## What you have to do
Say how many lines in the records contain the string "Misti". Nothing but the number should be given.

-- Data provided follows --

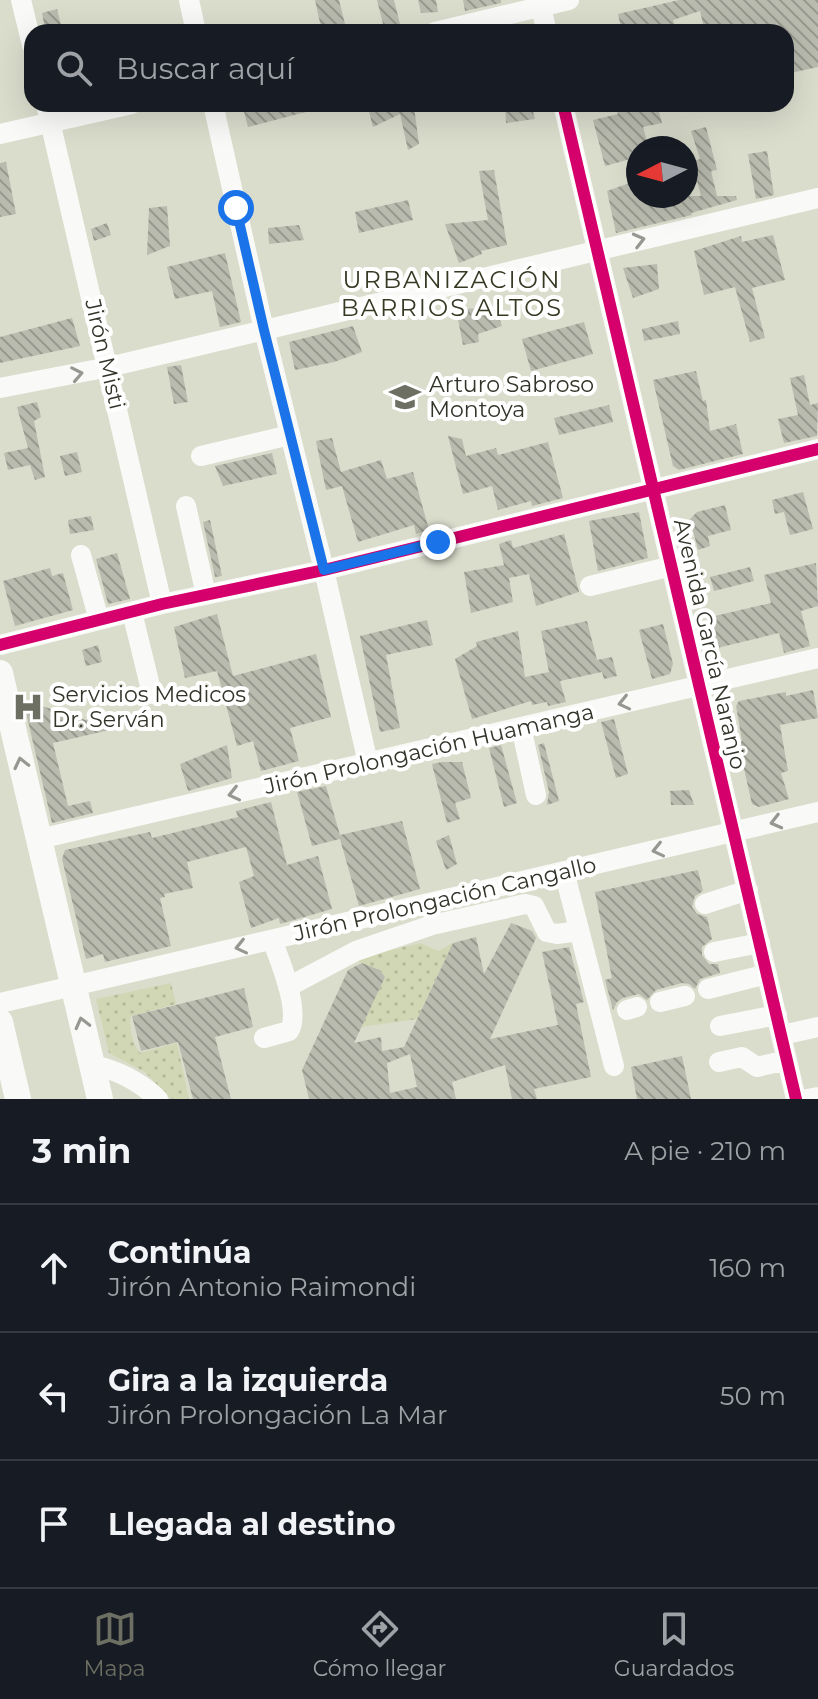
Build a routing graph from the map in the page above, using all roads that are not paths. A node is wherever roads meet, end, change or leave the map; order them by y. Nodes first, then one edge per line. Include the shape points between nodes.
1 (21, 0) edge
2 (189, 0) edge
3 (569, 0) edge
4 (540, 4) edge
5 (27, 24) edge
6 (194, 24) edge
7 (465, 24) edge
8 (545, 24) edge
9 (215, 112) edge
10 (565, 112) edge
11 (48, 114) edge
12 (0, 134) edge
13 (818, 198) edge
14 (598, 250) junction
15 (264, 330) junction
16 (109, 367) junction
17 (0, 388) edge
18 (290, 435) junction
19 (818, 449) edge
20 (201, 456) dead end
21 (654, 489) junction
22 (186, 506) dead end
23 (81, 555) dead end
24 (672, 566) junction
25 (324, 570) junction
26 (590, 586) dead end
27 (206, 595) junction
28 (162, 604) junction
29 (132, 612) junction
30 (99, 620) junction
31 (0, 645) edge
32 (818, 658) edge
33 (0, 673) edge
34 (699, 685) junction
35 (152, 694) dead end
36 (521, 727) junction
37 (368, 763) junction
38 (536, 795) dead end
39 (818, 812) edge
40 (734, 832) junction
41 (39, 839) junction
42 (564, 871) junction
43 (748, 890) junction
44 (705, 904) dead end
45 (579, 931) junction
46 (272, 940) junction
47 (760, 943) junction
48 (714, 952) dead end
49 (767, 974) junction
50 (288, 987) junction
51 (67, 988) junction
52 (708, 989) dead end
53 (685, 996) dead end
54 (660, 1002) dead end
55 (2, 1009) edge
56 (777, 1015) junction
57 (720, 1026) dead end
58 (818, 1027) edge
59 (782, 1035) junction
60 (264, 1038) dead end
61 (787, 1060) junction
62 (719, 1062) dead end
63 (92, 1065) junction
64 (614, 1066) dead end
65 (818, 1097) edge
66 (18, 1099) edge
67 (100, 1099) edge
68 (158, 1099) edge
69 (796, 1099) edge
70 (807, 1099) edge

1 - 5 street
2 - 6 street
3 - 4 street
4 - 7 street
4 - 8 street
9 - 15 street
10 - 14 street, Avenida García Naranjo
11 - 12 street
11 - 16 street, Jirón Misti
14 -> 13 street
14 - 15 street
14 - 21 street, Avenida García Naranjo
15 - 16 street
15 - 18 street
17 -> 16 street
16 - 28 street, Jirón Misti
18 - 20 street
18 - 25 street
19 - 21 street
21 - 24 street, Avenida García Naranjo
21 - 25 street
22 - 27 street
23 - 30 street
24 - 26 street
24 - 34 street, Avenida García Naranjo
25 - 27 street
25 - 37 street
27 - 28 street
28 - 29 street
29 - 30 street
29 - 35 street
30 - 31 street
32 - 34 street, Jirón Prolongación Huamanga
41 -> 33 main road
34 -> 36 street, Jirón Prolongación Huamanga
34 - 40 street, Avenida García Naranjo
36 - 37 street, Jirón Prolongación Huamanga
36 - 38 street
37 -> 41 street, Jirón Prolongación Huamanga
39 -> 40 street, Jirón Prolongación Cangallo
40 -> 42 street, Jirón Prolongación Cangallo
40 - 43 street, Avenida García Naranjo
41 - 51 main road
42 - 45 street
42 - 46 street, Jirón Prolongación Cangallo
43 - 44 street
43 - 47 street, Avenida García Naranjo
45 - 50 street via 552,934 534,906 525,904 432,925 356,951
45 - 64 street
46 - 50 street
46 -> 51 street, Jirón Prolongación Cangallo
47 - 48 street
47 - 49 street, Avenida García Naranjo
49 - 52 street
49 - 56 street, Avenida García Naranjo
50 - 60 street via 292,1026
51 - 55 street, Jirón Prolongación Cangallo
63 -> 51 main road
53 - 54 street
55 - 66 main road
56 - 57 street
56 - 59 street, Avenida García Naranjo
58 - 59 street
59 - 61 street, Avenida García Naranjo
61 - 62 street via 757,1067 742,1057
61 - 69 street, Avenida García Naranjo
63 - 67 main road
63 - 68 street via 123,1074
65 - 70 street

-- Data provided concluded --

## Reply
2